From the records below, find each line with the string "Plans" and copy it.

Collected data
########

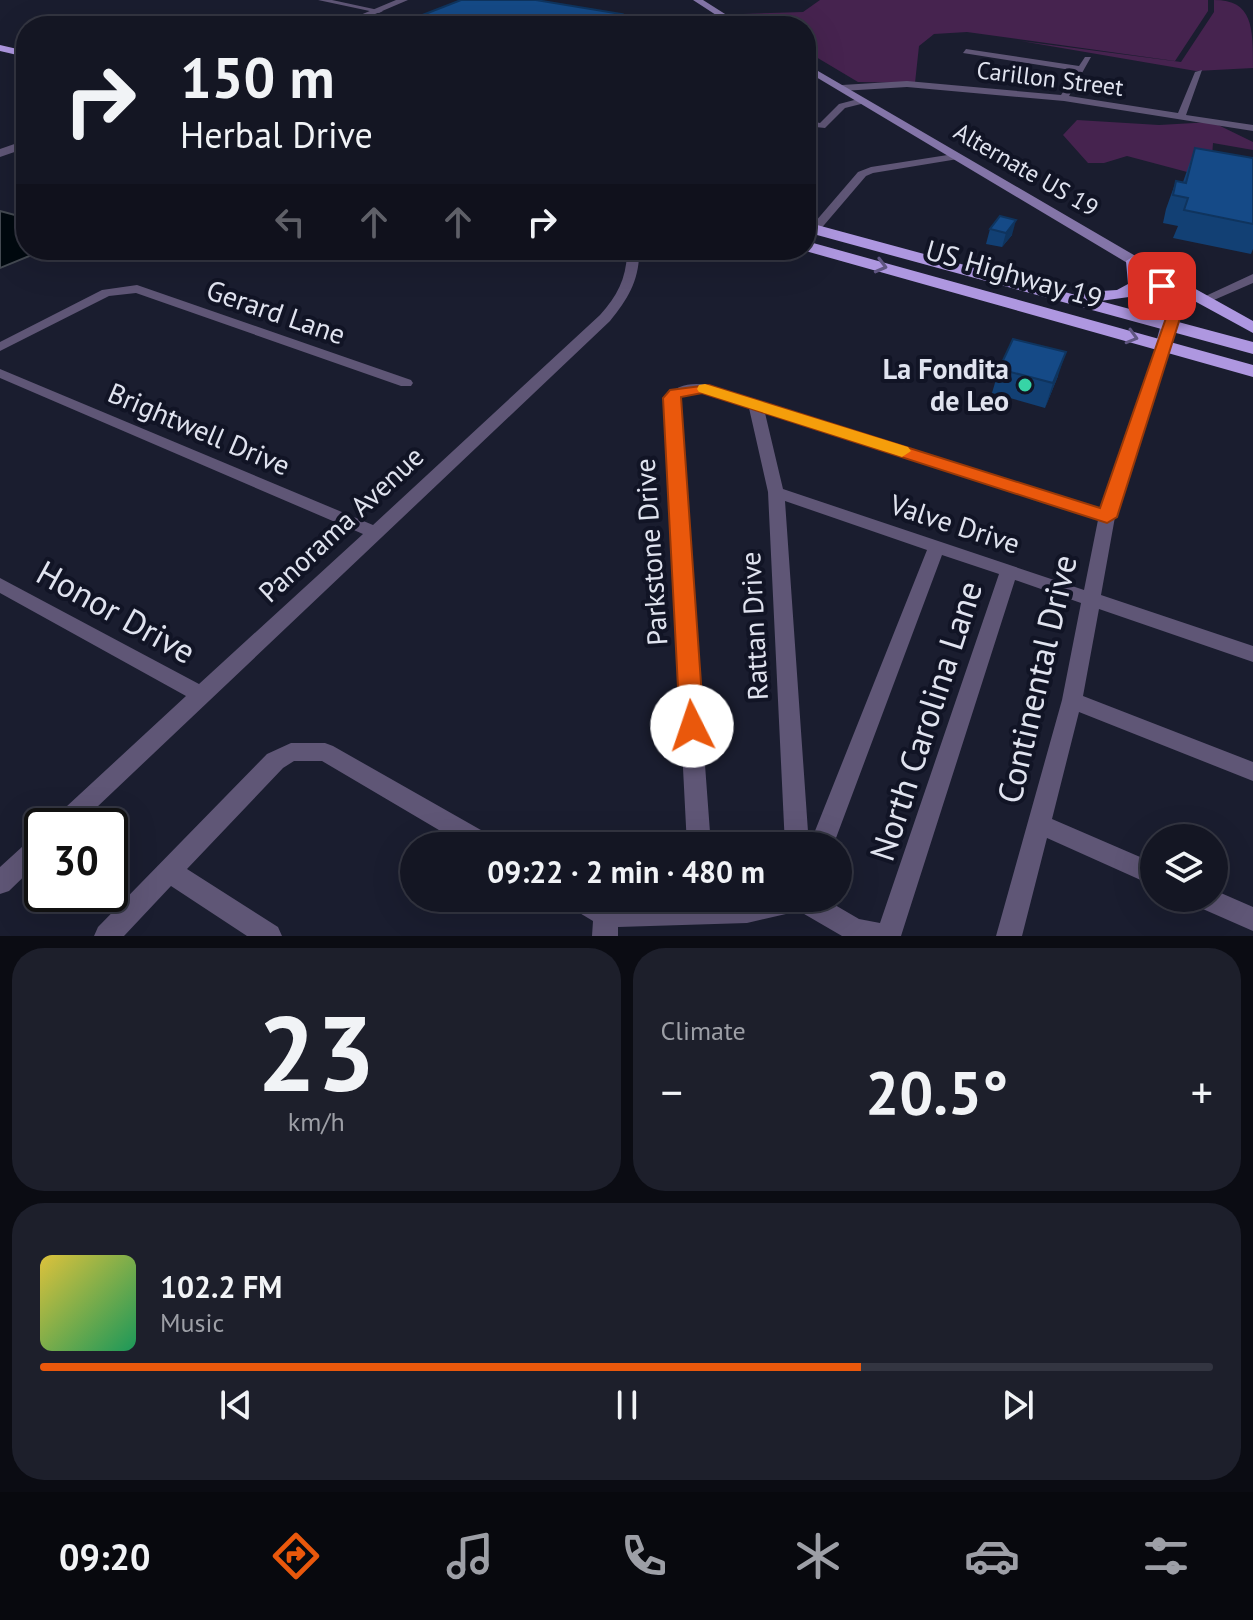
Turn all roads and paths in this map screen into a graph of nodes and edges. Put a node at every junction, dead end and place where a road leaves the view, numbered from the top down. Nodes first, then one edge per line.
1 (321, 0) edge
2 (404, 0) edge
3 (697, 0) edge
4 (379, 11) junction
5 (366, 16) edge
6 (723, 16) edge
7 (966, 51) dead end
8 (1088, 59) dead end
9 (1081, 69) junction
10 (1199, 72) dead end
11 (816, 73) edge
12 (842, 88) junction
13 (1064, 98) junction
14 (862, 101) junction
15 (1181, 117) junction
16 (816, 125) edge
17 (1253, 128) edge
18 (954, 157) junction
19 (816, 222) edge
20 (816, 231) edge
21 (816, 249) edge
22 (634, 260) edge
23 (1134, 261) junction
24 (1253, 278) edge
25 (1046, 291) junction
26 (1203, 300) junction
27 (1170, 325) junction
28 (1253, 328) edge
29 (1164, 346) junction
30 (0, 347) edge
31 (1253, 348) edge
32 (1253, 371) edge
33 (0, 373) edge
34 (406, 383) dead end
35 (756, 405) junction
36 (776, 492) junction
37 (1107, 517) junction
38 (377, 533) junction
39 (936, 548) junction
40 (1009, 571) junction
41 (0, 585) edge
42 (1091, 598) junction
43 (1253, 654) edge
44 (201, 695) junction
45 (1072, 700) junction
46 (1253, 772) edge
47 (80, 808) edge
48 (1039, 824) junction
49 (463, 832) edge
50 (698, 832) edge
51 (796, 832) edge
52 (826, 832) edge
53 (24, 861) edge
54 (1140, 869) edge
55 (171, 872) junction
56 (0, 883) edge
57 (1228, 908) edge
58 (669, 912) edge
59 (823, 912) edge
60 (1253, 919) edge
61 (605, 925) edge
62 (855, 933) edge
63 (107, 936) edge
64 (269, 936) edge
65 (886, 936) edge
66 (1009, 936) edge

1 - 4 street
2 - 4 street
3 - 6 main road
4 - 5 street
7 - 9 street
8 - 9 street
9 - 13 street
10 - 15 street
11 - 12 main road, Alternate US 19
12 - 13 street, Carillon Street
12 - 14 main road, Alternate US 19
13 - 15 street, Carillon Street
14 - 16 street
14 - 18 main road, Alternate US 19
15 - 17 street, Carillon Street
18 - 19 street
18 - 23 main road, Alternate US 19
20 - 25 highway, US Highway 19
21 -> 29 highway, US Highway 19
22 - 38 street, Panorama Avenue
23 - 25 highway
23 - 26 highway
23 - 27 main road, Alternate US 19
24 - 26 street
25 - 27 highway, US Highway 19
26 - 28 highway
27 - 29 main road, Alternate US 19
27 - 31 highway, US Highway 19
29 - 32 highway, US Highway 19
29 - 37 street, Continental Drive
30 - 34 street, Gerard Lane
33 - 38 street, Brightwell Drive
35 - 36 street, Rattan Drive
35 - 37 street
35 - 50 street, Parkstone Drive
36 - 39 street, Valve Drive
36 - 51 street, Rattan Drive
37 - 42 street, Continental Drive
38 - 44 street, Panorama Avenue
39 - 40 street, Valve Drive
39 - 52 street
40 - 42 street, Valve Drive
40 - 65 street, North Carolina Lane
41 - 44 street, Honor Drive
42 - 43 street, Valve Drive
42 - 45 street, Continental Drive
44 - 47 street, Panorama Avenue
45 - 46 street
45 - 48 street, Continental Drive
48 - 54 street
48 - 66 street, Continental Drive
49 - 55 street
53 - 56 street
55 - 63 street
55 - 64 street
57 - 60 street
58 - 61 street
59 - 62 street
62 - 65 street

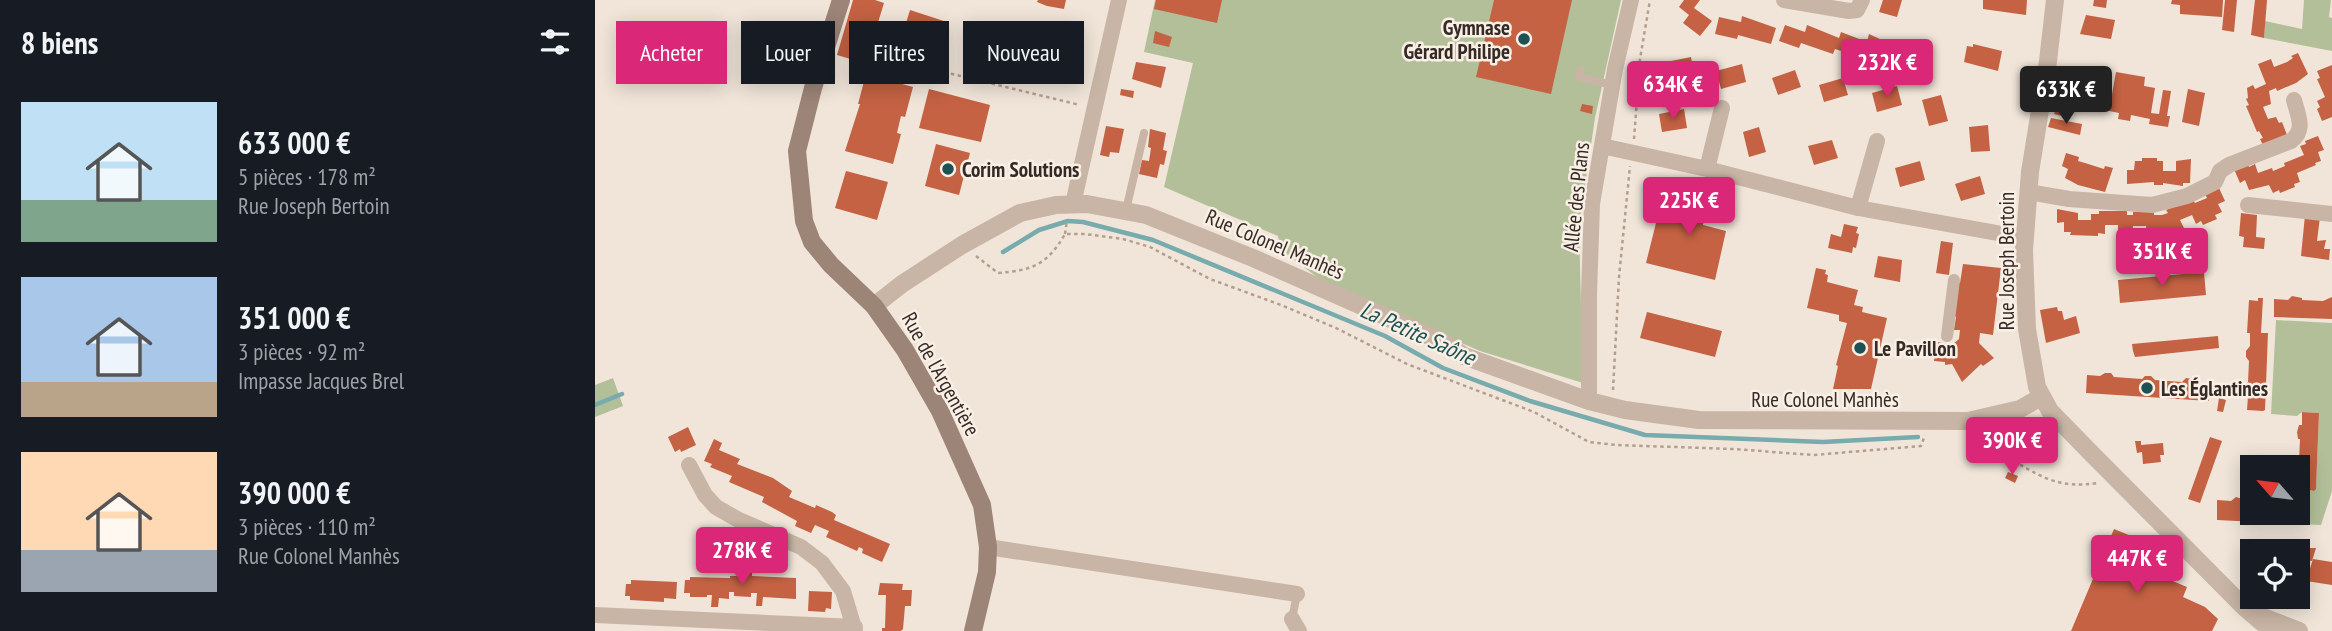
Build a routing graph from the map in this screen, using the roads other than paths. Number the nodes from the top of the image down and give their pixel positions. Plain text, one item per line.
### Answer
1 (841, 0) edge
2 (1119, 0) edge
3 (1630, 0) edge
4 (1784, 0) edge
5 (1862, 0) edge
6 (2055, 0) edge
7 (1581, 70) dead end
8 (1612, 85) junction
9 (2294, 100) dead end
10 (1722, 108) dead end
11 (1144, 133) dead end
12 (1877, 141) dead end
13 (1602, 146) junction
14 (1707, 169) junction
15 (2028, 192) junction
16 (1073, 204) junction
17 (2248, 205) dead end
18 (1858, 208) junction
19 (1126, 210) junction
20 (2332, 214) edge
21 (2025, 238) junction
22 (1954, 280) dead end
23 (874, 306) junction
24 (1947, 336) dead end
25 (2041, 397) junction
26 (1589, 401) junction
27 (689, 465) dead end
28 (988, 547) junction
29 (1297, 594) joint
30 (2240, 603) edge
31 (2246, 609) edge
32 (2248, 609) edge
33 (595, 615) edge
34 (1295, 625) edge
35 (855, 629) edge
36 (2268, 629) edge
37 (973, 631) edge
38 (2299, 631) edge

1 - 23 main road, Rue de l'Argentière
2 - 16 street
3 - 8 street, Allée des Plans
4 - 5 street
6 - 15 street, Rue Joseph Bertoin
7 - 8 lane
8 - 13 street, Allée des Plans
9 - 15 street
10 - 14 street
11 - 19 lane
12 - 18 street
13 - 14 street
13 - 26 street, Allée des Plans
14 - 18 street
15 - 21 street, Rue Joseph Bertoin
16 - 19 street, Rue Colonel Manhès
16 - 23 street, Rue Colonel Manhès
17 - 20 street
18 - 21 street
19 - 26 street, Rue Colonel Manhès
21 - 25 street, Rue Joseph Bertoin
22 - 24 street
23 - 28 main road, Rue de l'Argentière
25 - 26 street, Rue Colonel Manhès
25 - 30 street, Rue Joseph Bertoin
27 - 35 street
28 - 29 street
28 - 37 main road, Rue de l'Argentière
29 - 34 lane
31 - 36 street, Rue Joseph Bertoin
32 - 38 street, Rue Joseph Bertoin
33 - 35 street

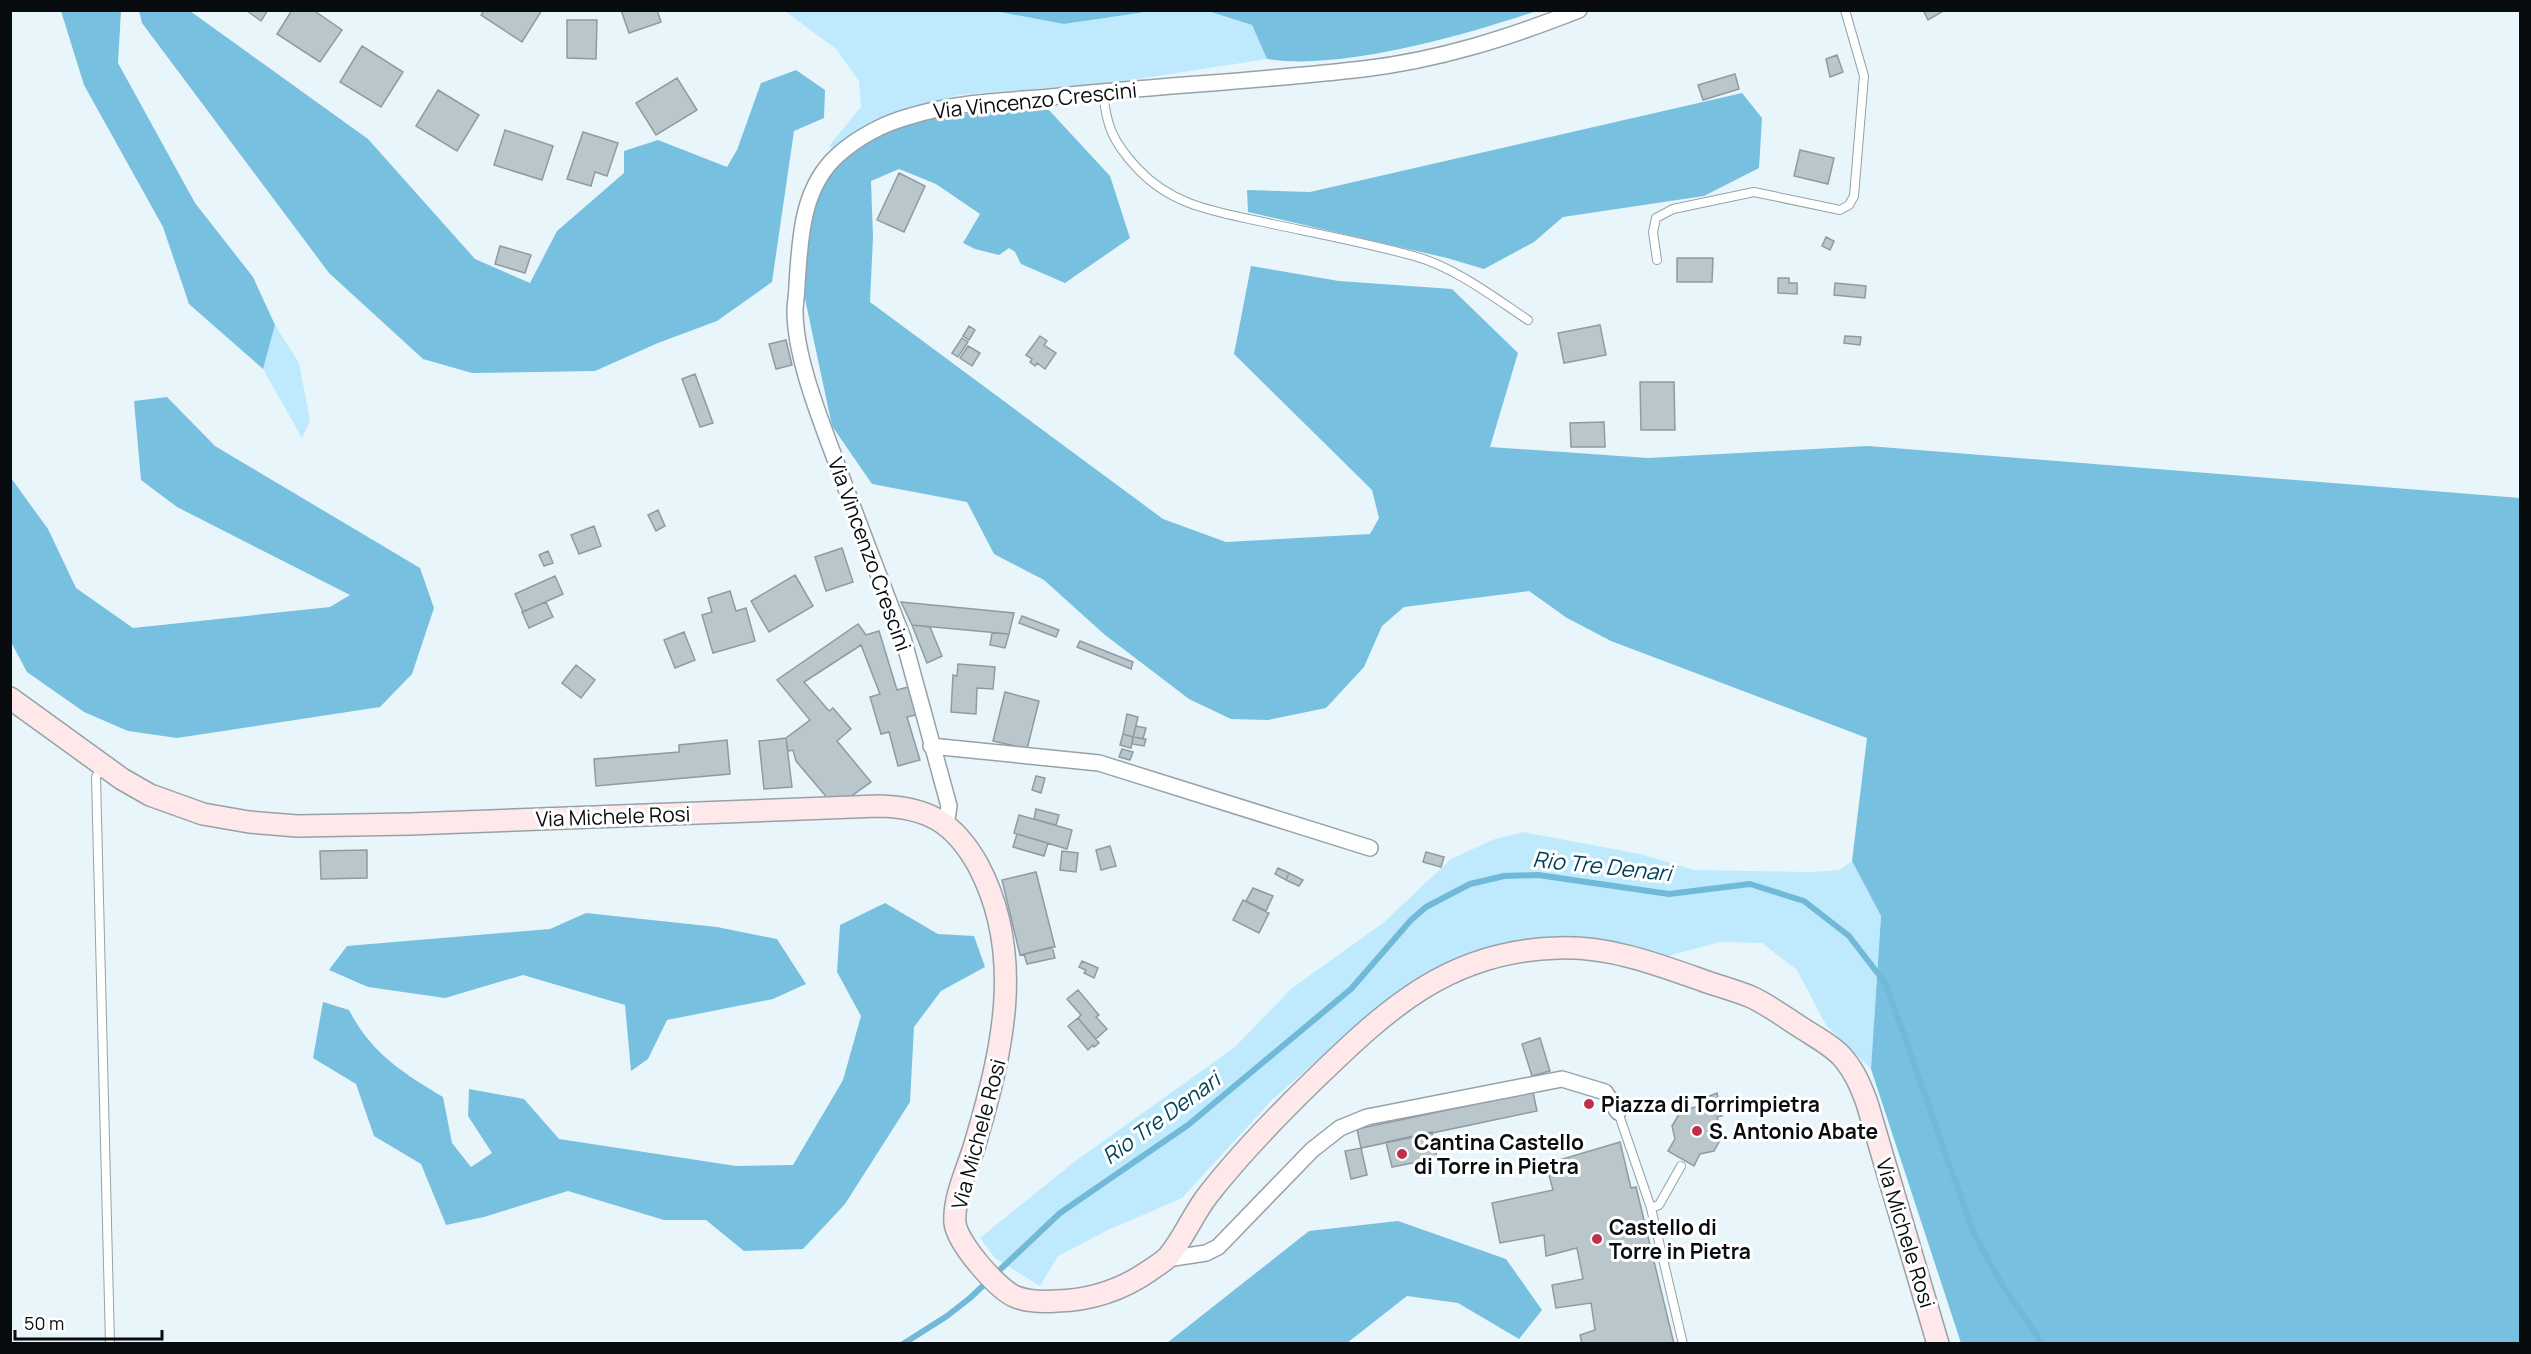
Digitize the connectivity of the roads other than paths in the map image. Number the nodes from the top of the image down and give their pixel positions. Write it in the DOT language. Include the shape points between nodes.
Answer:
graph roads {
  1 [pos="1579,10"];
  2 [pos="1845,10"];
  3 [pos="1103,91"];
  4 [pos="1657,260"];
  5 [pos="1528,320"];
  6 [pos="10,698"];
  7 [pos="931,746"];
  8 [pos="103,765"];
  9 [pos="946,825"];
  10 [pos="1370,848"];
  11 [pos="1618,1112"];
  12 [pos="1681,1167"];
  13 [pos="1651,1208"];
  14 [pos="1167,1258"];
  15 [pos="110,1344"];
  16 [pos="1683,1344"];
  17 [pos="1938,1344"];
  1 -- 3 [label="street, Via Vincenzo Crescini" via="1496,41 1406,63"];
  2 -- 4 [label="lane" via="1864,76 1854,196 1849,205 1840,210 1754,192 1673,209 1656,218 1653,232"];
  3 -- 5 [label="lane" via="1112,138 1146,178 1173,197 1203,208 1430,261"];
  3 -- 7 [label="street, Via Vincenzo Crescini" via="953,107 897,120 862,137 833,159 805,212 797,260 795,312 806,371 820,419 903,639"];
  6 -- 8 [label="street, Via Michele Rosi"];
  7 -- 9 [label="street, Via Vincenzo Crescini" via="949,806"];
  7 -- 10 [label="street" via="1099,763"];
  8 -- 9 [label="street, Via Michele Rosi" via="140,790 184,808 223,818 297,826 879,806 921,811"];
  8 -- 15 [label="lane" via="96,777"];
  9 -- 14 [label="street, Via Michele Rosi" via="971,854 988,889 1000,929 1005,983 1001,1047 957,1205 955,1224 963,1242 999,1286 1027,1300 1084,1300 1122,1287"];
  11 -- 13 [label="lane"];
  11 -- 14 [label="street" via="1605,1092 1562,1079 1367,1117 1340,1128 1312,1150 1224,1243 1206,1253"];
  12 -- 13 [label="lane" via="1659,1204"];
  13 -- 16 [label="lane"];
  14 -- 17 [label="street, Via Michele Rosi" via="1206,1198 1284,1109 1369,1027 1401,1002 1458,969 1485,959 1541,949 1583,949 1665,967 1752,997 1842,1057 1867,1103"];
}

########

Answer area:
3 - 8 street, Allée des Plans
8 - 13 street, Allée des Plans
13 - 26 street, Allée des Plans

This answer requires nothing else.